On the derivation of thermospheric temperatures from dayglow emissions on Mars

The Cameron bands and the UV doublet are two of the most prominent emission systems in the UV in Mars dayside. Their altitude variation has been exploited in the past to derive thermospheric temperatures from measurements obtained by the Mariner 6, 7, and 9 missions, the SPICAM instrument on board Mars Express, and the IUVS instrument on board MAVEN. Here we identify and quantify possible biases in these temperature determinations. For this purpose, we use a global model able to simulate these two emission systems, and we compare the temperature derived from the simulated emission with that predicted by the model at the same location and time. We find that an exponential fit to the scale height of the UV doublet can be used to derive temperatures with an error less than 10 K at altitudes above about 170 km and for low and moderate values of the Solar Zenith Angle. The temperature derived from the Cameron bands is biased towards higher values due to the non-negligible contribution of CO to the emission.

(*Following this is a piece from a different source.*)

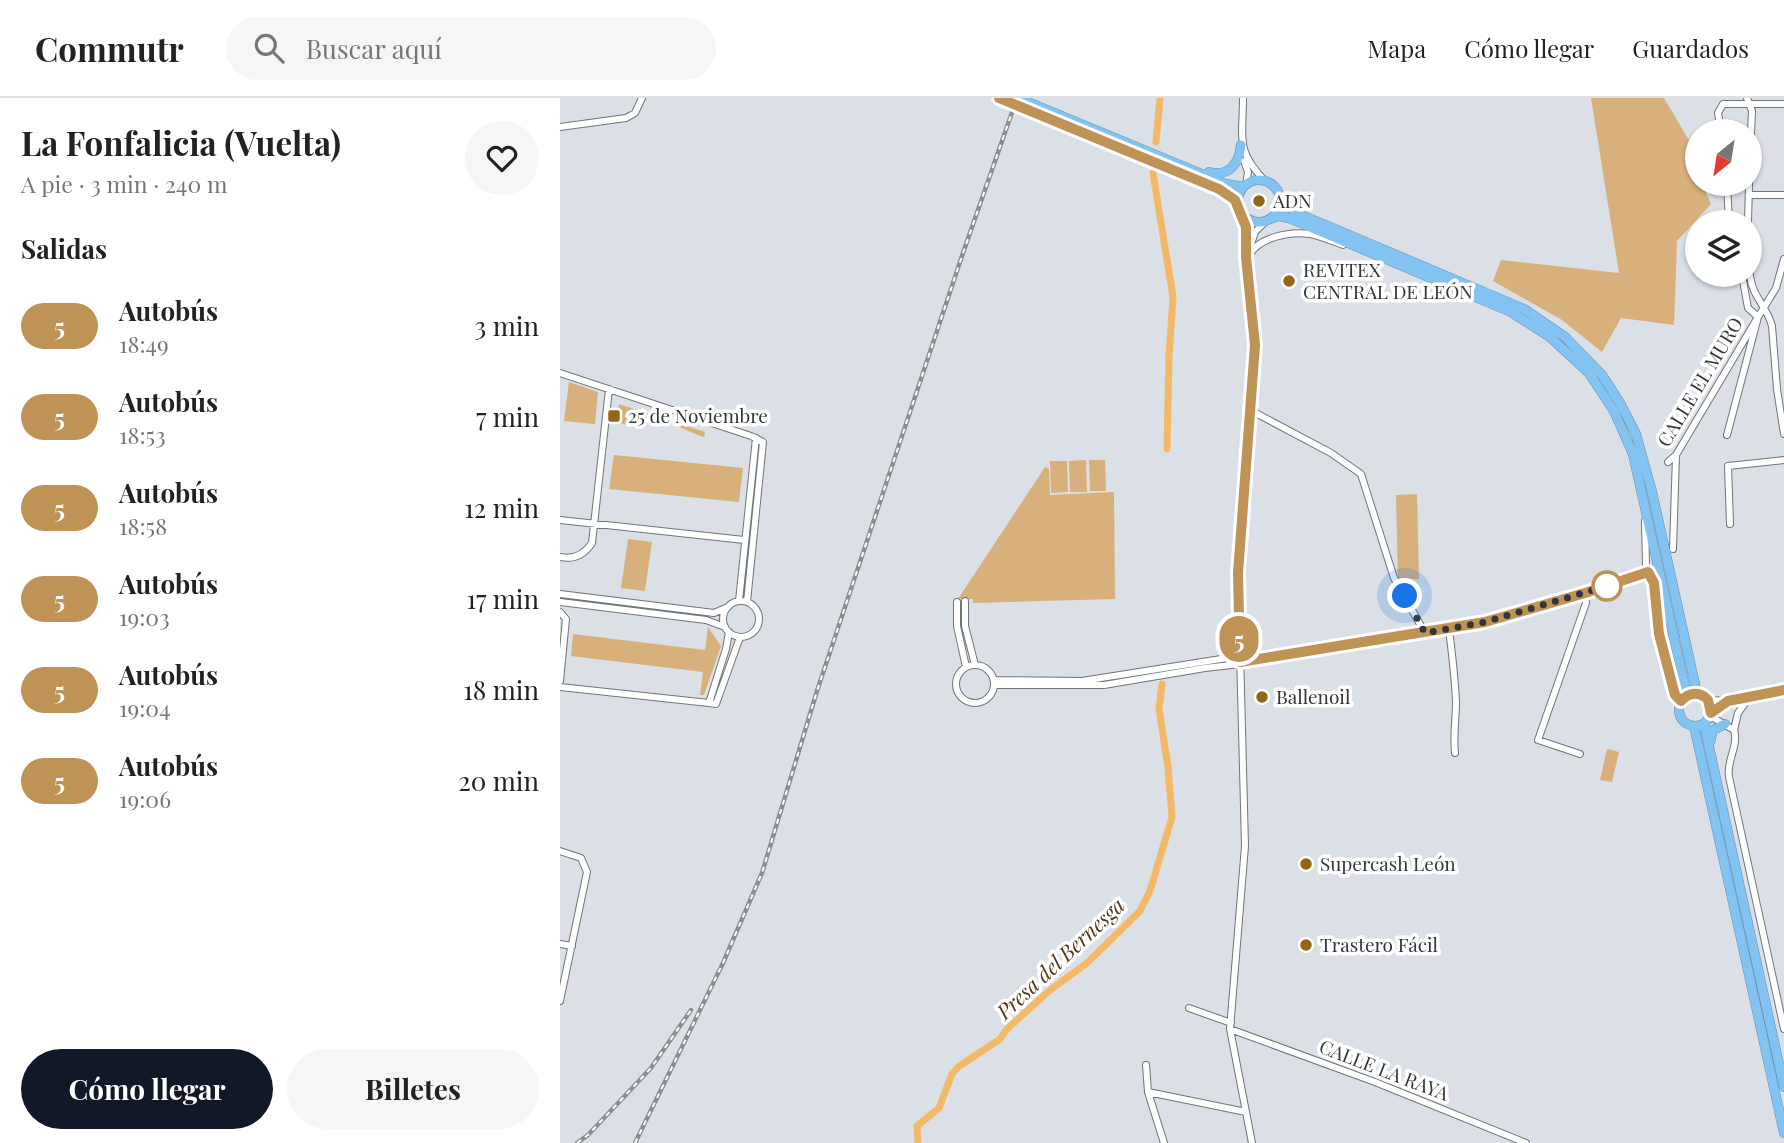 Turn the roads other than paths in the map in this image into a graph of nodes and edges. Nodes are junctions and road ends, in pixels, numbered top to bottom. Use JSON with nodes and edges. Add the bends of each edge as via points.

We find that, at 170 km, the difference between the temperature derived from the Cameron bands and the UV doublet can be related to the CO abundance. Our results have implications for previous temperature determinations from the Mariners, SPICAM/MEx and IUVS/MAVEN, some of them being biased by about 25 K.

Automated summary

This study identifies and quantifies possible biases in the temperature determinations of Mars' Cameron bands and UV doublet emission systems. By using a global model to simulate these emission systems, a new method for calculating thermospheric temperatures is provided. An exponential fit to the scale height of the UV doublet can be used to derive temperatures accurately at altitudes above 170 km and for low solar zenith angles. The Cameron bands' temperature values are biased towards higher values due to the significant contribution of CO to the emission.